Keynotes at SIGIR 2017

こんにちは。ようこそ！Hello and welcome!

The 40^th ACM SIGIR Conference featured two keynote speeches in the main conference. The first keynote, “Forward to the Past: Notes towards a Pre-history of Web Search,” by Stephen Robertson (Professor Emeritus of City University of London, Life Fellow at Girton College Cambridge, and 15-year veteran of Microsoft Research Cambridge), walked us through the evolution of information retrieval as a discipline, beginning with the “long and venerable history entirely outside the domain of computers.” The talk highlighted how any pre-Internet Information Retrieval (IR) concepts and methods contributed to the development and success of Web search engines:

“One of the real achievements of the web search engine world was to marry the basic technologies of large-scale inverted files and free-text indexing … with the ideas of natural language queries and search output ranking. These last had up to that point had been largely confined to research systems. … search engines did not invent (nor even re-invent) search output ranking they adapted and developed it, and added new evidence.”

Stephen Robertson

However, conversion of basic, pre-Internet IR technologies for use in commercial web search engines was not straightforward. Finding workable, production-level adaptations involved stumbling along inefficient, circuitous routes, some of which bore no fruit. Professor Robertson’s talk was particularly valuable for young researchers who have not yet experienced frustrations and failures at work. In addition, the anecdotes recounted may help them from repeating some mistakes from the past. Many students I talked with found the talk fascinating since they cannot imagine a world without the Internet, and to them, wireless connectivity and high-quality search engines are givens—an inexpensive resource, like potable water or electricity.
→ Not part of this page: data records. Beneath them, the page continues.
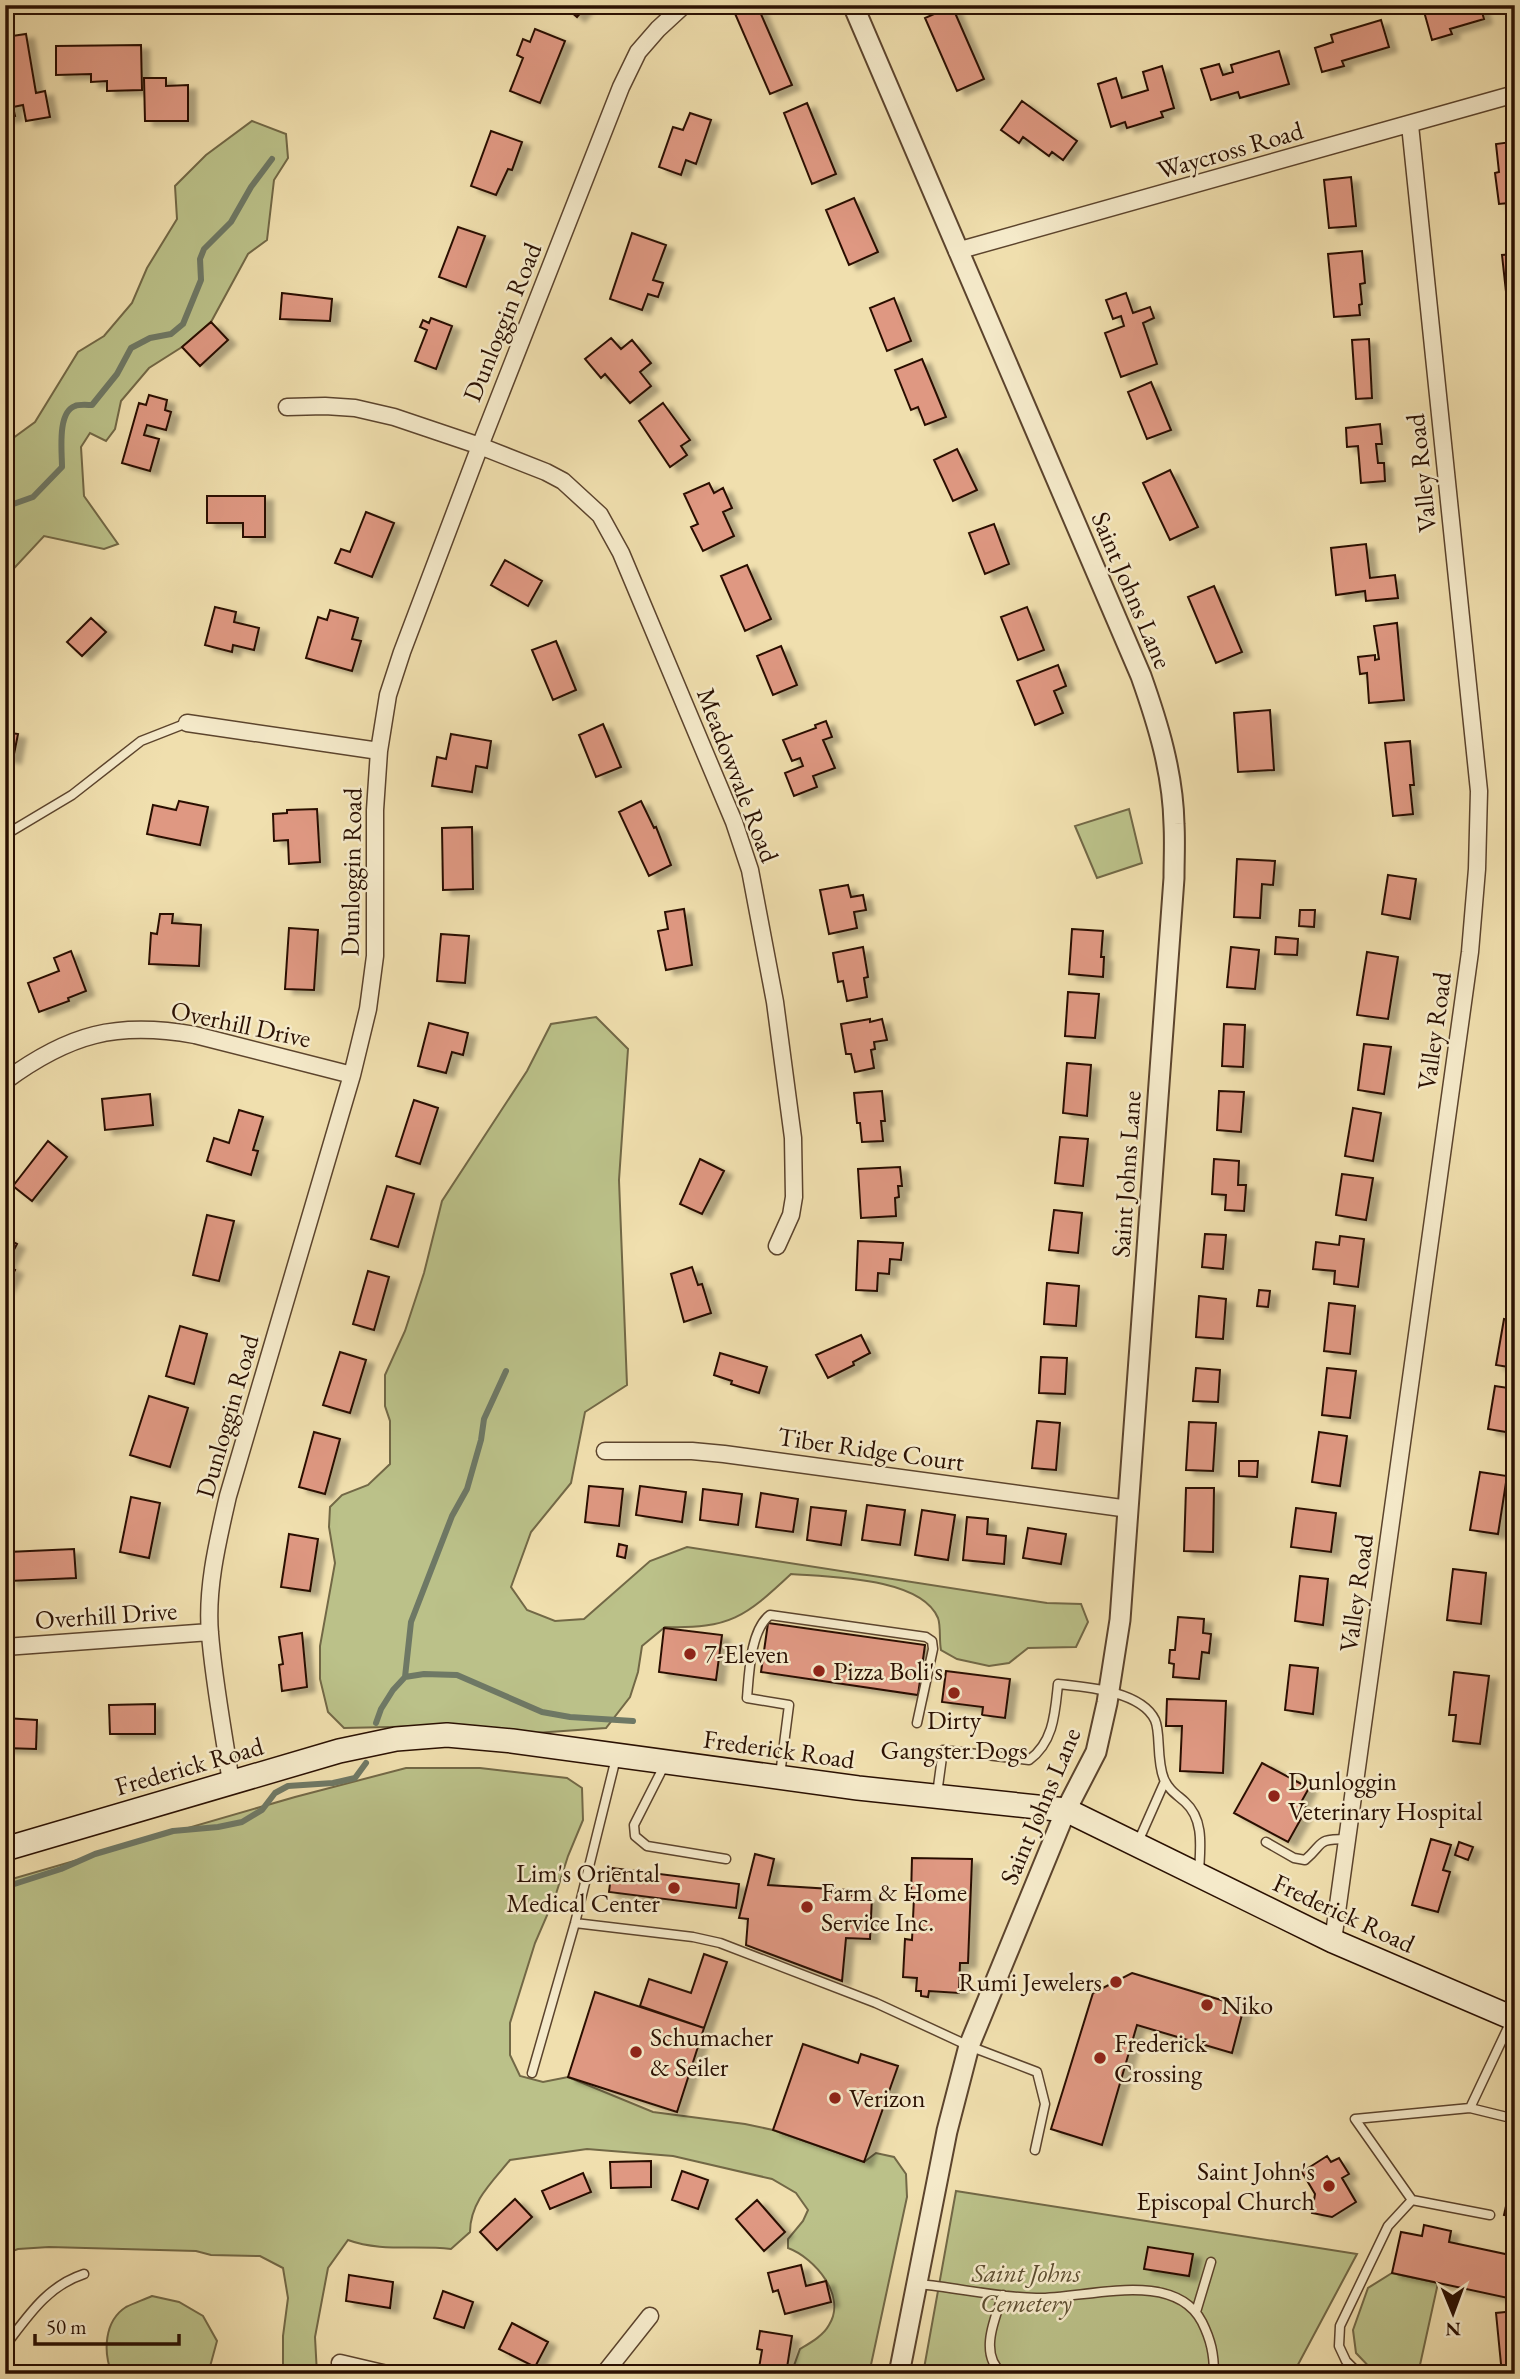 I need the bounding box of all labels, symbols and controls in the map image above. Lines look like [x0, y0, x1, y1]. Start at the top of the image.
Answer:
street label: Waycross Road [1153, 113, 1308, 187]
street label: Dunloggin Road [455, 237, 550, 406]
street label: Valley Road [1398, 411, 1444, 534]
street label: Saint Johns Lane [1084, 506, 1180, 674]
street label: Meadowvale Road [689, 683, 787, 868]
street label: Dunloggin Road [333, 787, 369, 957]
street label: Valley Road [1409, 969, 1459, 1092]
street label: Overhill Drive [168, 993, 314, 1055]
street label: Saint Johns Lane [1103, 1089, 1149, 1259]
street label: Dunloggin Road [187, 1330, 267, 1502]
street label: Tiber Ridge Court [776, 1419, 966, 1479]
street label: Valley Road [1331, 1531, 1381, 1654]
street label: Overhill Drive [34, 1593, 178, 1637]
place label: 7-Eleven [704, 1637, 790, 1671]
marker: 7-Eleven [682, 1646, 698, 1662]
place label: Pizza Boli's [833, 1654, 943, 1688]
marker: Pizza Boli's [811, 1663, 827, 1679]
marker: Dirty Gangster Dogs [946, 1685, 962, 1701]
place label: Dirty Gangster Dogs [880, 1703, 1028, 1767]
street label: Frederick Road [701, 1722, 858, 1777]
street label: Saint Johns Lane [992, 1722, 1088, 1890]
street label: Frederick Road [111, 1728, 268, 1803]
place label: Dunloggin Veterinary Hospital [1288, 1764, 1483, 1828]
marker: Dunloggin Veterinary Hospital [1266, 1788, 1282, 1804]
place label: Lim's Oriental Medical Center [506, 1856, 660, 1920]
street label: Frederick Road [1268, 1865, 1421, 1961]
place label: Farm & Home Service Inc. [821, 1875, 967, 1939]
marker: Lim's Oriental Medical Center [666, 1880, 682, 1896]
marker: Farm & Home Service Inc. [799, 1899, 815, 1915]
place label: Rumi Jewelers [958, 1965, 1102, 1999]
marker: Rumi Jewelers [1108, 1974, 1124, 1990]
place label: Niko [1221, 1988, 1273, 2022]
marker: Niko [1199, 1997, 1215, 2013]
place label: Schumacher & Seiler [650, 2020, 773, 2084]
place label: Frederick Crossing [1114, 2026, 1208, 2090]
marker: Schumacher & Seiler [628, 2044, 644, 2060]
marker: Frederick Crossing [1092, 2050, 1108, 2066]
place label: Verizon [849, 2081, 926, 2115]
marker: Verizon [827, 2090, 843, 2106]
place label: Saint John's Episcopal Church [1136, 2154, 1315, 2218]
marker: Saint John's Episcopal Church [1321, 2178, 1337, 2194]
park label: Saint Johns Cemetery [971, 2256, 1081, 2320]
north arrow [1418, 2278, 1488, 2348]
scale bar [35, 2302, 178, 2346]
text: 50 m [46, 2313, 87, 2340]
text: N [1445, 2317, 1461, 2342]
Robertson’s keynote dovetailed nicely with Yoelle Maarek’s “Mail Search: It’s Getting Personal!” Yoelle’s talk began with her move from Google (where her team led the launch of Google Suggest, the query auto-completion feature) to Yahoo (where she has been serving as vice president of research, leading, among other efforts, Yahoo mail search. She is a member of the Technion Board of Governors and the Technion Management Council and was inducted as an ACM Fellow in 2013). Yoelle demonstrated that the worlds of Web and mail search are far different than imagined. The aim of Web search is to find one, but not necessarily all, relevant documents with respect to a user query. The user does not know whether all relevant documents will be displayed, but will be satisfied if the search engine returns at least one highly relevant document that meet his/her needs. For example, one high-quality result from a query on the top page may satisfy a user, because the user has no clue that the search engine missed many other equally relevant results.

Yoelle Maarek

In contrast, users know their own e-mail boxes, so the target is clear: Find ‘that’ e-mail which I read several days, weeks or months ago…even though I can’t remember the exact time, date, and details that can pinpoint it in my inbox. (Side note: older folks will recall that when e-mail appeared and began its proliferation into the workplace and our daily lives, it provided endless fodder for late-night comedians and cartoonists at The New Yorker: “In this world nothing can be said to be certain, except death, taxes, and e-mail.” Dealing with e-mail has moved from the humorous to the essential; unfortunately, many of us seem to be losing the battle.)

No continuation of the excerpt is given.